Theoretically, the cells will then divide and duplicate themselves and develop into different types of cells depending on the location into which they have been injected. For example, if you have damaged knee cartilage, stem cells placed near the damaged cartilage can develop into new cartilage tissue.
However, for patients with a severe loss of cartilage or no cartilage at all, a stem cell injection is unlikely to create a new joint, Dr. Miniaci says.
“Severe loss of cartilage typically leads to bone erosion or bone deformity, so a stem cell injection is highly unlikely to work in terms of reversing those changes,” he says.
It can, however, improve your symptoms of pain and swelling.
“The earlier you can treat someone’s joint pain, the better chance this has of working, making it less painful for the patient, less inflamed, and improve their function,” he says.
The main risk from a stem cell injection is in harvesting the stem cells.
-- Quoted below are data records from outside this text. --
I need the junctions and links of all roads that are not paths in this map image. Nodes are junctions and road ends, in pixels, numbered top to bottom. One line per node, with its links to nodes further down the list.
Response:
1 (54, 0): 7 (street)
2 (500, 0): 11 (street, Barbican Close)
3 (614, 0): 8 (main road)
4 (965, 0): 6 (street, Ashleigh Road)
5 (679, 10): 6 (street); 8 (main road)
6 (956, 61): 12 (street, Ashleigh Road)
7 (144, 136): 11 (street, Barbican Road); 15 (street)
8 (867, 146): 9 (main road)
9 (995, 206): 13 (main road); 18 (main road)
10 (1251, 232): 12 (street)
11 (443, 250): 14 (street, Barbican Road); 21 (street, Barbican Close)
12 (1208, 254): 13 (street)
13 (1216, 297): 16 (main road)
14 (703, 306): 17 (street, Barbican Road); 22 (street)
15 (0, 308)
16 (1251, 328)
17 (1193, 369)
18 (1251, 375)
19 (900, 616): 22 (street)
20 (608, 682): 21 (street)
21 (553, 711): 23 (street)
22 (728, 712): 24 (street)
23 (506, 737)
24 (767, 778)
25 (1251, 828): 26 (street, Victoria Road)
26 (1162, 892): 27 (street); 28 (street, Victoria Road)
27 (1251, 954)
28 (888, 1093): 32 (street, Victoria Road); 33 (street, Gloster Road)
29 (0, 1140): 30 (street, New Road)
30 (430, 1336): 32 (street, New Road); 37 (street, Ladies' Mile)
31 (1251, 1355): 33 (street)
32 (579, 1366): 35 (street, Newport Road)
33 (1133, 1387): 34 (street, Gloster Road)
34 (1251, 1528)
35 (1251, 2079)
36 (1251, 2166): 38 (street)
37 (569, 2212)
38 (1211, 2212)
When taking the cells from your bone marrow, the treatment team inserts a large needle into your pelvis and removes some blood and the cells.
“Any time you make incisions or insert sharp instrument into somebody’s pelvis, they can have problems such as acquiring an infection,” Dr. Miniaci says.
“If you’re taking the stem cells from fat, you you can remove some out from under the skin,” he says. “Again, you have a risk for an infection because we’re making little nicks into the skin to get to the fat.”
While the use of stem cell injections to treat joint pain holds much promise, Dr. Miniaci cautions that this treatment option is still very new. Researchers need to study its effectiveness further.
“We don’t have a lot of data or proof indicating that stem cell injections actually repair the joint,” he says.
He explains that if you have cartilage or bone damage, stem cells can differentiate and produce bone and cartilage and tissues. So, theoretically, they could heal damaged tissue within a muscle, tendon, bone or cartilage.
“That’s the theory behind it, but this type of treatment and research is just in its infancy,” he says.
“We really don’t know what’s effective, what’s not effective, how many cells are necessary, how many actual injections you need and how often,” he says. “Nobody knows how well it works yet. But we will eventually.”
Anecdotally, Dr. Miniaci finds that some patients can have significant improvement in their symptoms with stem cell injections. But he has not seen any proof yet that they are regrowing or regenerating a joint.
“Many people think that they’re going to come in with their arthritic joint and leave with a newer version of their knee joint. That doesn’t happen,” he says.
“What does occur is a biological reaction which makes the environment in their joints a little healthier, which probably makes it less inflamed, and as result, gives them less pain.”